Summer 2023

Time for Three Their Own Sound

By Jesse Hamlin

Read this article in flipbook view


Charles Yang is one of two violinists in the smashing string trio, Time for Three. The group plays Bach and the Beatles with equal aplomb, mashes up Mahler with Guns N’ Roses, writes their own tunes, and commissions orchestral pieces from renowned composers like Kevin Puts and Jennifer Higdon. Yang studied classical violin at Juilliard a decade ago but ignored the unspoken axiom to “stay in your lane,” as he puts it.

“At Juilliard, there was a classical division and a jazz division, but on weekends we’d all come together and jam,” says Yang, who performs at Festival Napa Valley on July 9 and 23 with Time for Three violinist Nick Kendall and bassist Ranaan Meyer.

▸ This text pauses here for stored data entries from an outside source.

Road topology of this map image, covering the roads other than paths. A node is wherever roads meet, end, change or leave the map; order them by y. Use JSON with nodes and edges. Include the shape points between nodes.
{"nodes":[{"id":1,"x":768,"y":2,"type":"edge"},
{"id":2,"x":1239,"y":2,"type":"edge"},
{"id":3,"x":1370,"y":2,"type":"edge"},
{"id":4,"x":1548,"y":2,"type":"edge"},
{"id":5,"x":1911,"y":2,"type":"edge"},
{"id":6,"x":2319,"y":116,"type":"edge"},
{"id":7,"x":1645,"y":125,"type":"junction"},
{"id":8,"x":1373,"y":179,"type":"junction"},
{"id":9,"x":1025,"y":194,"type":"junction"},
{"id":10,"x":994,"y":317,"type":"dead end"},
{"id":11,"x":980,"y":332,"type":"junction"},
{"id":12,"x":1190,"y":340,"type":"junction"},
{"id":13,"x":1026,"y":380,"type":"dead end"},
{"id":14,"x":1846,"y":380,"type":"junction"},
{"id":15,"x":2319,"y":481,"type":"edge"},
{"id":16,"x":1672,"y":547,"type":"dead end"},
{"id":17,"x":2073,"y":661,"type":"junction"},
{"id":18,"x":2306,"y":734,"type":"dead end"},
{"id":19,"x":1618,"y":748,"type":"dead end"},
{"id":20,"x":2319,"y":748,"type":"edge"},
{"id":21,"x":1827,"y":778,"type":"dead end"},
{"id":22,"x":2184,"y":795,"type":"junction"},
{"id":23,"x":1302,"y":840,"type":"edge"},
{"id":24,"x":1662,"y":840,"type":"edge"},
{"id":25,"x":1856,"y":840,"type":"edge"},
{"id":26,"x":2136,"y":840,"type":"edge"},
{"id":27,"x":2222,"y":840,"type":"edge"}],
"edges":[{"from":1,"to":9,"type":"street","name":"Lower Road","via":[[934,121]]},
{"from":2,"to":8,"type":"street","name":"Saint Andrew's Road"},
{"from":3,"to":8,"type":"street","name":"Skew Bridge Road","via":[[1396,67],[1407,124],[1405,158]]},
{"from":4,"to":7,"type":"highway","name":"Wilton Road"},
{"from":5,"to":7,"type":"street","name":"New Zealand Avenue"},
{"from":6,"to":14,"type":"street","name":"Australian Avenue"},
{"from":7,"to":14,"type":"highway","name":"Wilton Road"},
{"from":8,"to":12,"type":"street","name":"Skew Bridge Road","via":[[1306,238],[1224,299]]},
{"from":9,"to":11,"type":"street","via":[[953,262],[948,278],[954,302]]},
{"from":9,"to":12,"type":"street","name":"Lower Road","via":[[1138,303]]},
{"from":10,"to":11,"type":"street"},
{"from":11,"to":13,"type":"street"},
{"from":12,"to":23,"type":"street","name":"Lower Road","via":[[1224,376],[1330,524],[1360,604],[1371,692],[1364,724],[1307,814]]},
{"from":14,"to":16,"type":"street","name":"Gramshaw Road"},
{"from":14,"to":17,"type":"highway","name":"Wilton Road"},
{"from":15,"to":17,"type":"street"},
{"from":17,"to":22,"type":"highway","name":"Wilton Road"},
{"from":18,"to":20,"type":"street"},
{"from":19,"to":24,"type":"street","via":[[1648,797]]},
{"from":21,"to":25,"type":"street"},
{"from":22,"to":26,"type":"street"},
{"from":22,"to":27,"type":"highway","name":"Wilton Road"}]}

The trio won this year’s GRAMMY® Award for Best Classical Instrumental Solo for their recording of Puts’ concerto, Contact, with the Philadelphia Orchestra.

One of Yang’s Juilliard colleagues was the famed pianist, TV bandleader, and GRAMMY® Award and Academy Award-winning composer Jon Batiste, who organized giant jam sessions at various venues. “People would come to jam and hang, and it would turn into a big parade,” recalls Yang by phone from his New York home. “We’d march around New York City just for the love of music — not jazz, not classical, but for the love of music. That was really inspiring. Time for Three is very much of that same kind of mindset.”

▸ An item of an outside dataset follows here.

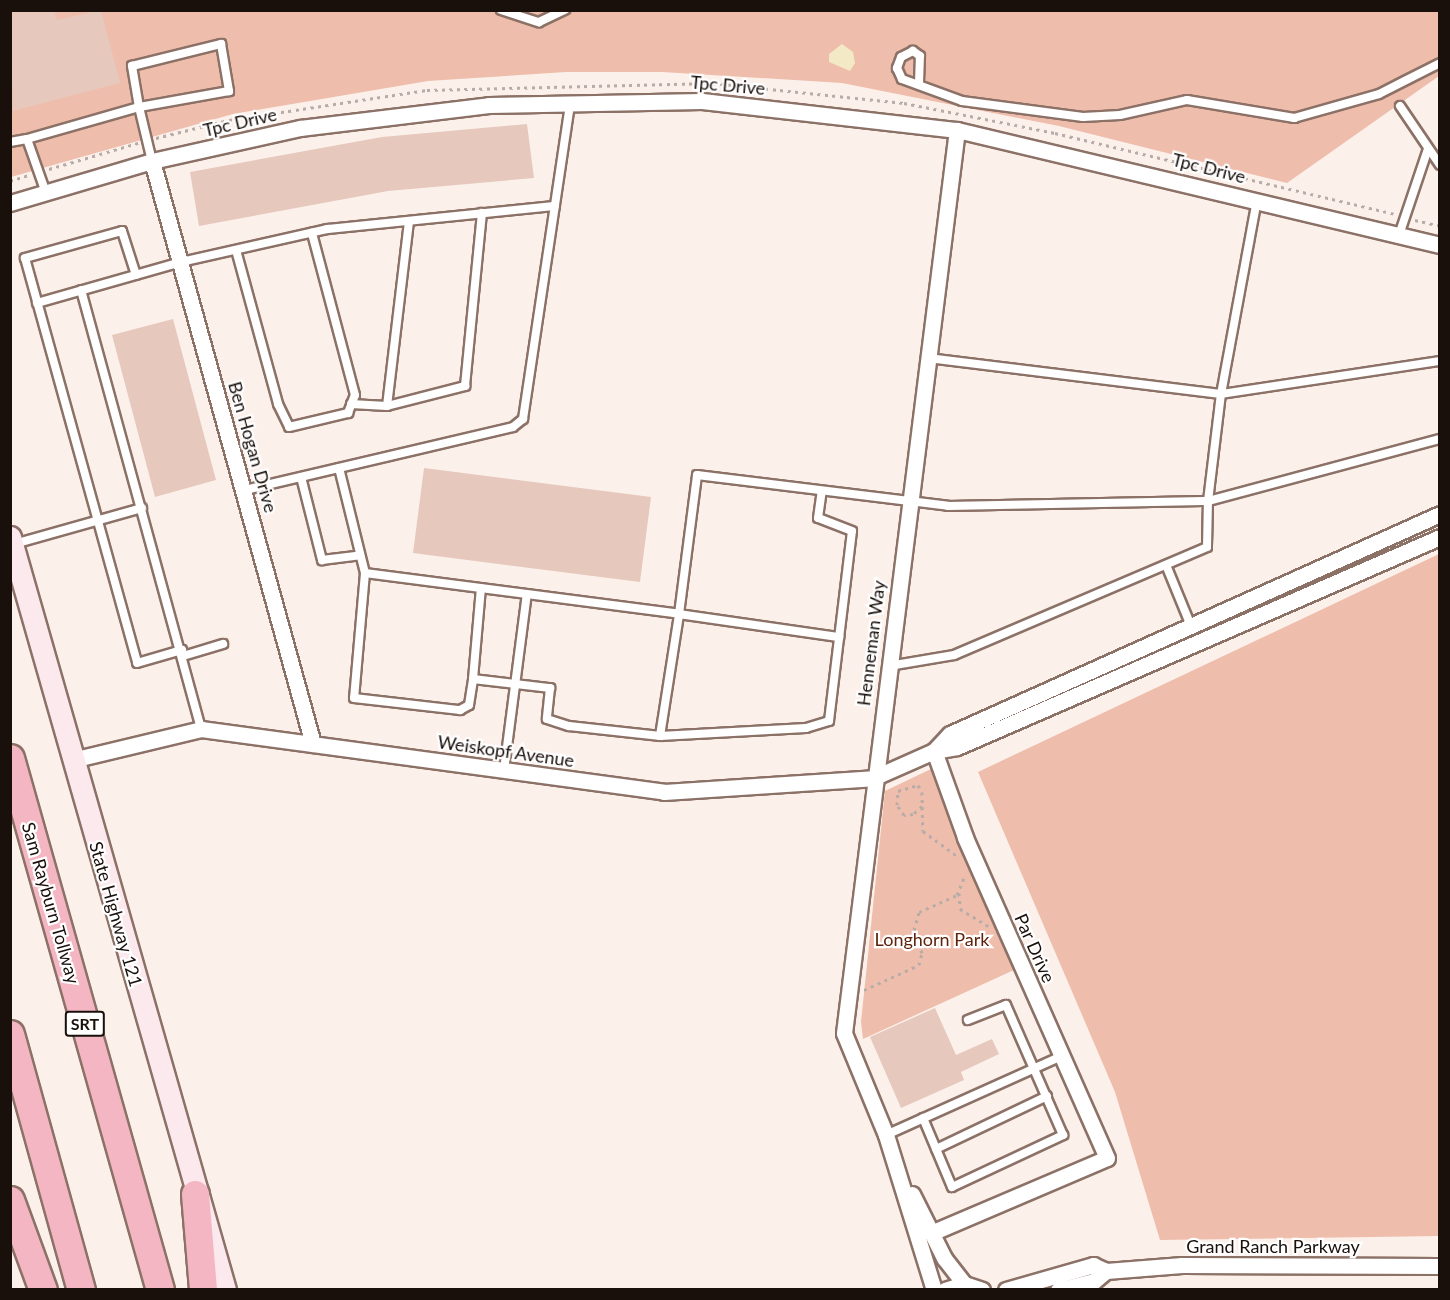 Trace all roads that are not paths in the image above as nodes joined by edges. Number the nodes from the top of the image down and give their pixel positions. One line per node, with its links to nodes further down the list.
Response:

“We're all grounded in classical music. That's what brings us together.”

Yang grew up in Austin and began studying violin with his mother at the age of three. He joined Time for Three in 2015 after founding member Zach DePue left to devote his time to the Indianapolis Symphony Orchestra as concertmaster. Yang had seen Time for Three’s YouTube videos and was wowed by how well they played and improvised, and by their unique arrangements. “They were not just putting a beat behind the melody,” he observes.

Kendall and Meyer were equally impressed by the videos that Yang — whom the Boston Globe noted “plays classical violin with the charisma of a rock star” — had posted of himself singing as he played. He brings that vocal component to the trio, all of whom sing in the trio’s eclectic repertoire, including deft arrangements of pop classics like Stand By Me, Eleanor Rigby, and Hallelujah, the bluegrass barnburner Orange Blossom Special, J.S. Bach’s Chaconne, and Amazing Grace.

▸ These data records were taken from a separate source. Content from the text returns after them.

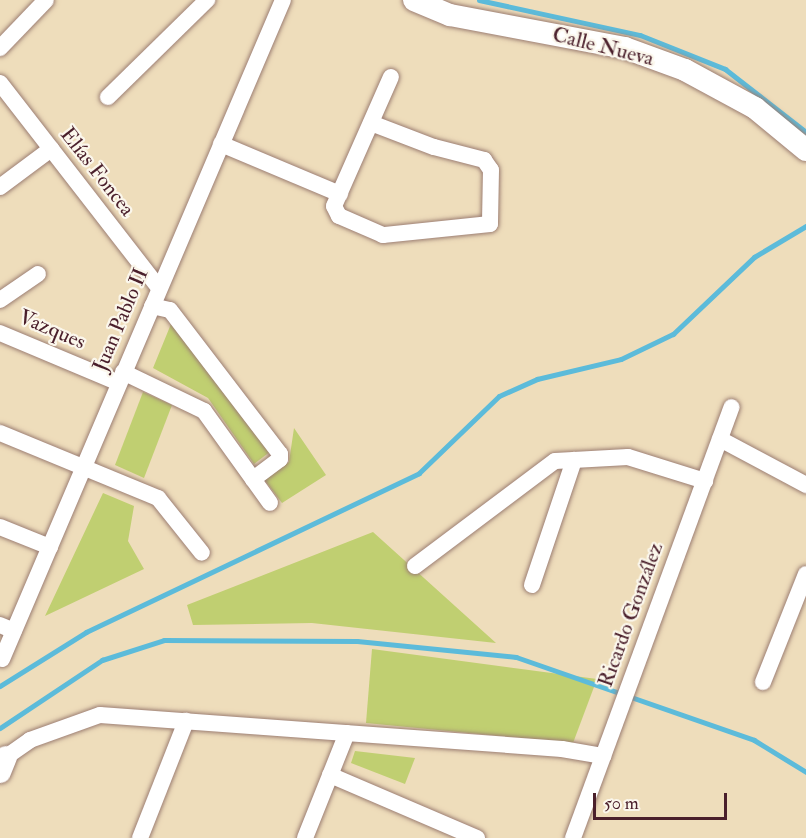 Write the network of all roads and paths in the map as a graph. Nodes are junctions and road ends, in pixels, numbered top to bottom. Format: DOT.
graph roads {
  1 [pos="46,0"];
  2 [pos="207,0"];
  3 [pos="283,0"];
  4 [pos="414,0"];
  5 [pos="0,48"];
  6 [pos="391,77"];
  7 [pos="0,84"];
  8 [pos="108,97"];
  9 [pos="371,123"];
  10 [pos="221,144"];
  11 [pos="51,149"];
  12 [pos="806,150"];
  13 [pos="0,187"];
  14 [pos="340,194"];
  15 [pos="38,274"];
  16 [pos="159,288"];
  17 [pos="0,300"];
  18 [pos="152,306"];
  19 [pos="0,333"];
  20 [pos="121,377"];
  21 [pos="732,407"];
  22 [pos="0,433"];
  23 [pos="720,439"];
  24 [pos="574,460"];
  25 [pos="82,468"];
  26 [pos="253,479"];
  27 [pos="705,481"];
  28 [pos="806,485"];
  29 [pos="270,504"];
  30 [pos="0,527"];
  31 [pos="50,547"];
  32 [pos="202,553"];
  33 [pos="415,566"];
  34 [pos="806,574"];
  35 [pos="532,585"];
  36 [pos="7,628"];
  37 [pos="2,659"];
  38 [pos="763,682"];
  39 [pos="186,721"];
  40 [pos="347,733"];
  41 [pos="603,756"];
  42 [pos="2,763"];
  43 [pos="330,775"];
  44 [pos="140,838"];
  45 [pos="305,838"];
  46 [pos="477,838"];
  47 [pos="573,838"];
  1 -- 5 [label="street"];
  2 -- 8 [label="street"];
  3 -- 10 [label="street, Juan Pablo II"];
  4 -- 12 [label="street, Calle Nueva"];
  6 -- 9 [label="street"];
  7 -- 11 [label="street, Elías Foncea"];
  9 -- 14 [label="street"];
  9 -- 14 [label="street"];
  10 -- 14 [label="street"];
  10 -- 16 [label="street, Juan Pablo II"];
  11 -- 13 [label="street"];
  11 -- 16 [label="street, Elías Foncea"];
  15 -- 17 [label="street"];
  16 -- 18 [label="street, Juan Pablo II"];
  18 -- 20 [label="street, Juan Pablo II"];
  18 -- 26 [label="street"];
  19 -- 20 [label="street, Vazques"];
  20 -- 25 [label="street, Juan Pablo II"];
  20 -- 26 [label="street, Vazques"];
  21 -- 23 [label="street, Ricardo González"];
  22 -- 25 [label="street"];
  23 -- 27 [label="street, Ricardo González"];
  23 -- 28 [label="street"];
  24 -- 27 [label="street"];
  24 -- 33 [label="street"];
  24 -- 35 [label="street"];
  25 -- 31 [label="street, Juan Pablo II"];
  25 -- 32 [label="street"];
  26 -- 29 [label="street, Vazques"];
  27 -- 41 [label="street, Ricardo González"];
  30 -- 31 [label="street"];
  31 -- 36 [label="street, Juan Pablo II"];
  34 -- 38 [label="street"];
  36 -- 37 [label="street, Juan Pablo II"];
  39 -- 40 [label="street"];
  39 -- 42 [label="street"];
  39 -- 44 [label="street"];
  40 -- 41 [label="street"];
  40 -- 43 [label="street"];
  41 -- 47 [label="street, Ricardo González"];
  43 -- 45 [label="street"];
  43 -- 46 [label="street"];
}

Because very little repertoire exists for two violins and bass, the trio is actively creating a body of work for themselves and for future ensembles.

“It’s music we love to explore,” Yang says. “We’re all grounded in classical music, that’s what brings us together. And we were influenced by and played different kinds of music growing up. Ranaan plays a lot of jazz. Nick played in a rock band. I grew up playing a lot of blues, and was really into hip-hop culture. We bring together all those different styles that we play individually to create something new.” The goal, he says, is “seeing not just how to fuse certain things, but to come up with a sound that’s our own and original.”